On the other hand, there were some good pre-code movies. DeMille’s “Sign of the Cross” is astonishing. And after World War II you had hundreds of thousands of soldiers coming home who had seen war and Dachau and now they’re still being asked to still watch Andy Hardy movies and a married couple in twin beds. That became ridiculous — a joke. And by the fifties it was actually grotesque.

BNN: Agreed. I think the sweet spot came later. The Production Code was still in effect, but compare the original “Cape Fear” to Scorsese’s remake — 1962 to anything goes-1991.

Robert Mitchum has a line where he says to Gregory Peck, something like, “Your wife and daughter ain’t never gunna forget what I do to them.” What you see in your mind’s eye is infinitely more horrifying than anything Scorsese conjured up in a world with no limits. And I think that’s why the original is a much more satisfying, disturbing, and therefore more memorable movie.

SE:  I didn’t like Scorsese’s remake. It was over the top. The key moment in [the original] is when Mitchum breaks and rubs the egg on Polly Bergen’s chest. That’s truly kinky.

BNN: And yet you can still show the movie to a 12 year-old.  Nothing R-rated. Just subtext; a feel and mood, and of course Mitchum.

The original “Cape Fear” doesn’t prematurely shatter your innocence. It doesn’t teach you about awful things.  You have to already be aware of awful things to understand that aspect of the story. And even if you’re not aware, you still can enjoy it.  The Production Code forced a depth that’s missing today. And that in my opinion made the art better.

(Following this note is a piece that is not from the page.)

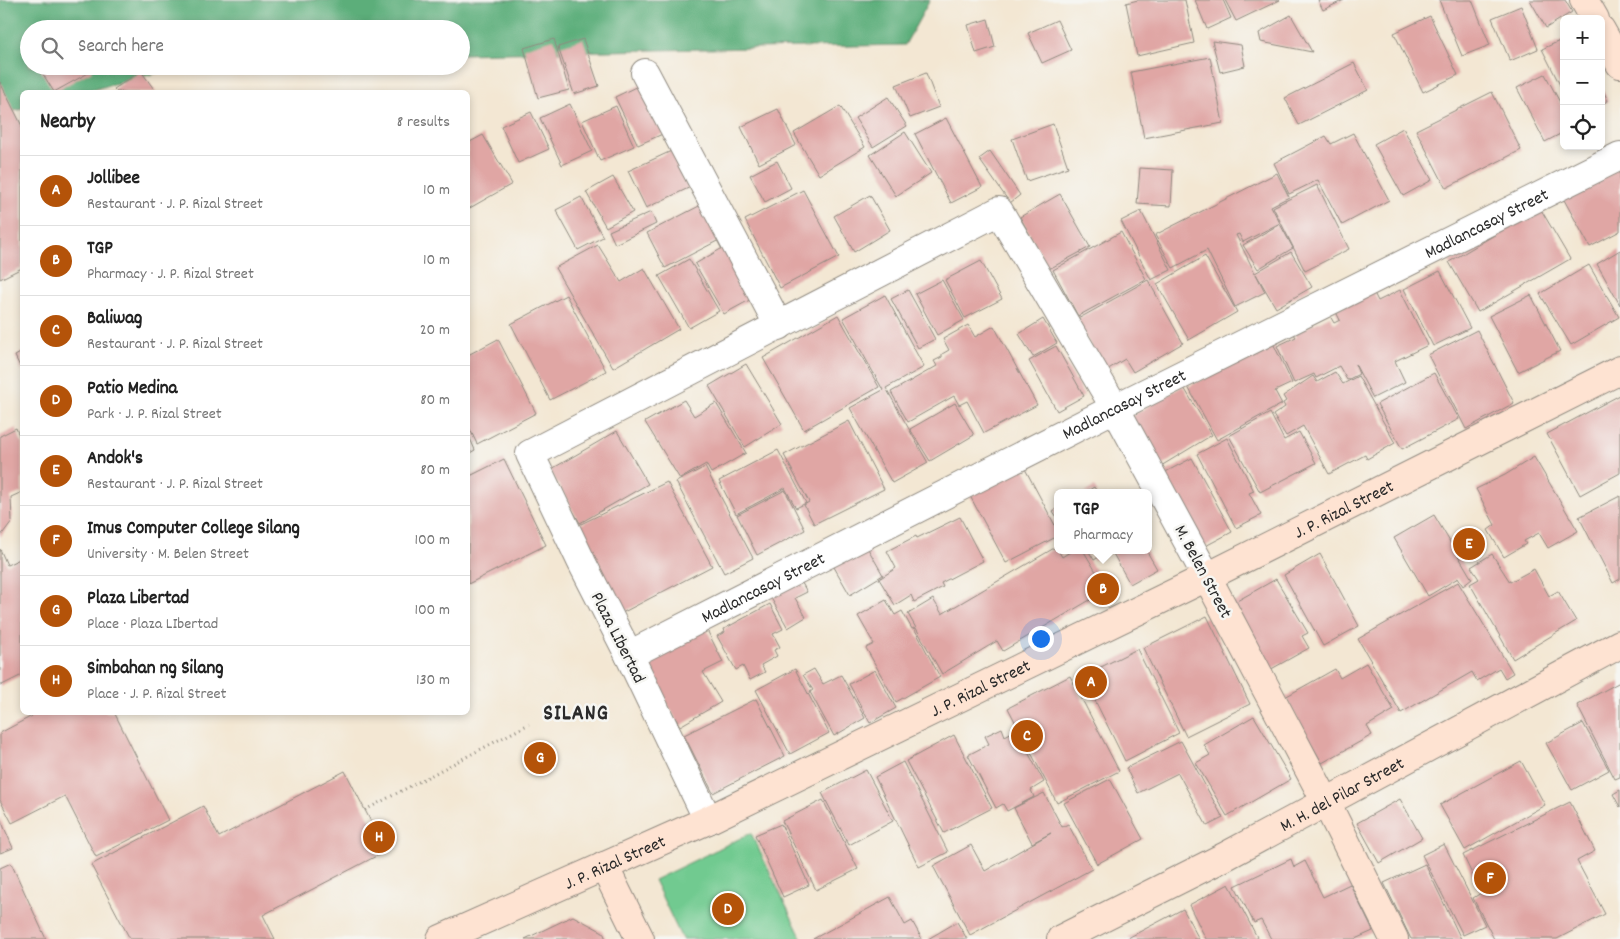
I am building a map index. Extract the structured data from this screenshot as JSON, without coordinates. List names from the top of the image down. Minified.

SE: Good point, and  you could say the same thing about other, earlier movies. “M” for one – not made under the Code, but you know what I mean. “Blackboard Jungle,” for an American picture.  The delinquents breaking Richard Kiley’s records were my first view of malicious destruction for its own sake, but not the last.

“Psycho” is another. “Psycho “is less obvious because you could always make Norman Bates out to be some kind of aberrant outlier, as Hitchcock implied with that ghastly scene with Simon Oakland at the end of the movie.

But what’s incontrovertible is that 55 years later there are an awful lot of Norman Bates’ running around. Hitchcock was far more prescient than he ever could have imagined.

 

THE NEW PRODUCTION CODE: POLITICAL CORRECTNESS

BNN: Isn’t Hollywood, which is almost exclusively a liberal industry now, currently under another self-imposed Production Code — only now it’s called political correctness? Just like under the old Production Code, certain things are no longer allowed in movies today.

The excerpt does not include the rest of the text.